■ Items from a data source
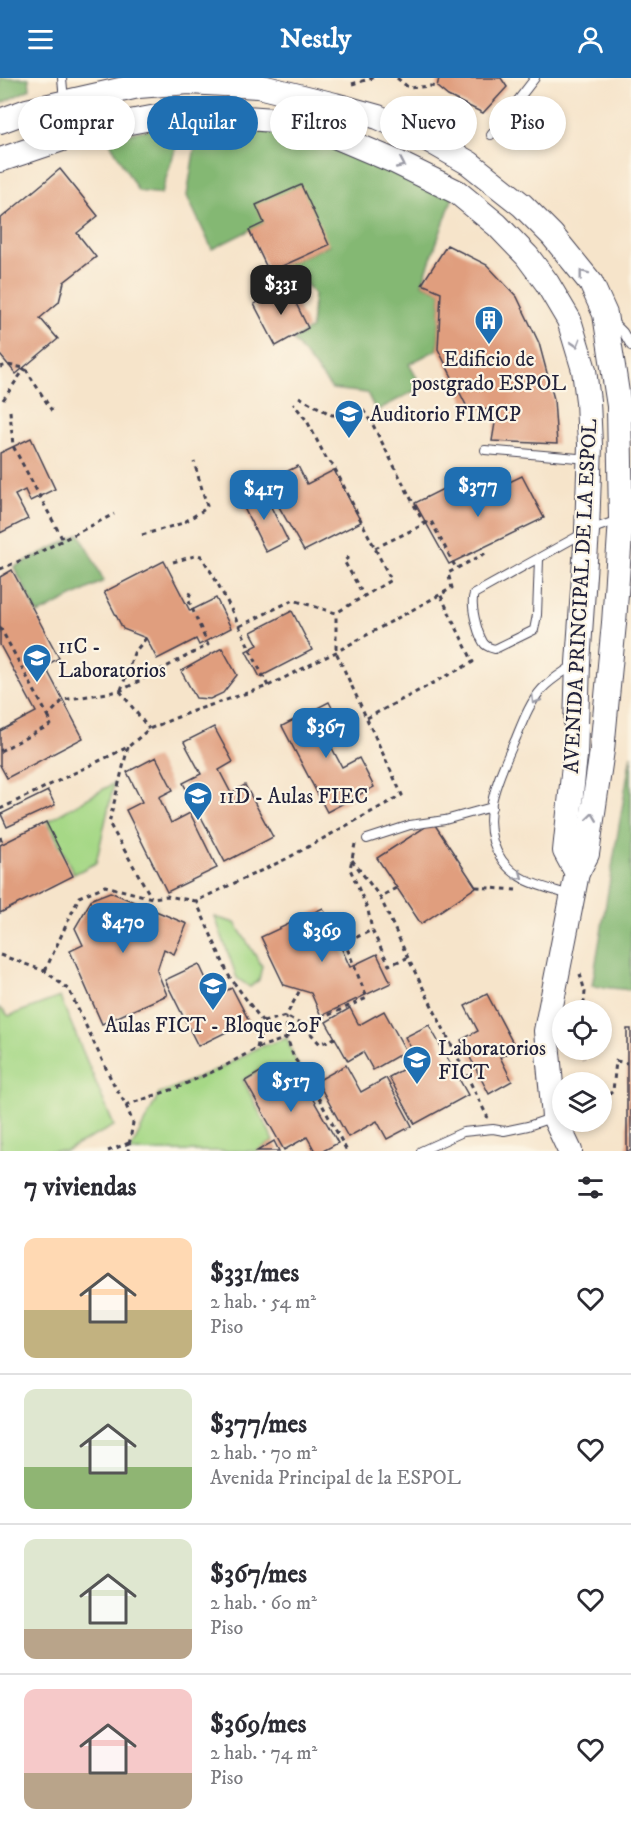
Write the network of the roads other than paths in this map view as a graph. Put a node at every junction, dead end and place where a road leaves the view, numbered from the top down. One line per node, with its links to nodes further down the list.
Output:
1 (535, 78): 5 (lane)
2 (63, 90): 3 (street, AVENIDA PRINCIPAL DE LA ESPOL); 8 (street, AVENIDA PRINCIPAL DE LA ESPOL)
3 (180, 96)
4 (200, 96): 10 (street, AVENIDA PRINCIPAL DE LA ESPOL)
5 (521, 96)
6 (258, 116): 11 (street, AVENIDA PRINCIPAL DE LA ESPOL, one-way to 11)
7 (147, 119): 9 (street, AVENIDA PRINCIPAL DE LA ESPOL)
8 (0, 121)
9 (0, 160)
10 (552, 235): 11 (street); 12 (street, AVENIDA PRINCIPAL DE LA ESPOL, one-way to 10)
11 (527, 256): 15 (street, AVENIDA PRINCIPAL DE LA ESPOL, one-way to 15)
12 (605, 314): 13 (lane); 16 (street, AVENIDA PRINCIPAL DE LA ESPOL)
13 (631, 346)
14 (485, 450): 15 (lane)
15 (589, 459): 17 (street, AVENIDA PRINCIPAL DE LA ESPOL)
16 (626, 516): 17 (lane); 22 (street, AVENIDA PRINCIPAL DE LA ESPOL, one-way to 16)
17 (587, 531): 18 (lane); 19 (street, AVENIDA PRINCIPAL DE LA ESPOL)
18 (539, 559): 18 (lane)
19 (578, 663): 20 (lane, one-way to 20); 22 (street, AVENIDA PRINCIPAL DE LA ESPOL)
20 (492, 807): 21 (lane); 22 (lane, one-way to 22)
21 (367, 839)
22 (574, 884): 23 (street, AVENIDA PRINCIPAL DE LA ESPOL)
23 (552, 1095)
24 (552, 1117): 26 (lane)
25 (561, 1132): 27 (street, AVENIDA PRINCIPAL DE LA ESPOL)
26 (421, 1151)
27 (570, 1151)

■ Your objective
Output the records above character for character, but leave each image out.

■ Result for this task
Write the network of the roads other than paths in this map view as a graph. Put a node at every junction, dead end and place where a road leaves the view, numbered from the top down. One line per node, with its links to nodes further down the list.
Output:
1 (535, 78): 5 (lane)
2 (63, 90): 3 (street, AVENIDA PRINCIPAL DE LA ESPOL); 8 (street, AVENIDA PRINCIPAL DE LA ESPOL)
3 (180, 96)
4 (200, 96): 10 (street, AVENIDA PRINCIPAL DE LA ESPOL)
5 (521, 96)
6 (258, 116): 11 (street, AVENIDA PRINCIPAL DE LA ESPOL, one-way to 11)
7 (147, 119): 9 (street, AVENIDA PRINCIPAL DE LA ESPOL)
8 (0, 121)
9 (0, 160)
10 (552, 235): 11 (street); 12 (street, AVENIDA PRINCIPAL DE LA ESPOL, one-way to 10)
11 (527, 256): 15 (street, AVENIDA PRINCIPAL DE LA ESPOL, one-way to 15)
12 (605, 314): 13 (lane); 16 (street, AVENIDA PRINCIPAL DE LA ESPOL)
13 (631, 346)
14 (485, 450): 15 (lane)
15 (589, 459): 17 (street, AVENIDA PRINCIPAL DE LA ESPOL)
16 (626, 516): 17 (lane); 22 (street, AVENIDA PRINCIPAL DE LA ESPOL, one-way to 16)
17 (587, 531): 18 (lane); 19 (street, AVENIDA PRINCIPAL DE LA ESPOL)
18 (539, 559): 18 (lane)
19 (578, 663): 20 (lane, one-way to 20); 22 (street, AVENIDA PRINCIPAL DE LA ESPOL)
20 (492, 807): 21 (lane); 22 (lane, one-way to 22)
21 (367, 839)
22 (574, 884): 23 (street, AVENIDA PRINCIPAL DE LA ESPOL)
23 (552, 1095)
24 (552, 1117): 26 (lane)
25 (561, 1132): 27 (street, AVENIDA PRINCIPAL DE LA ESPOL)
26 (421, 1151)
27 (570, 1151)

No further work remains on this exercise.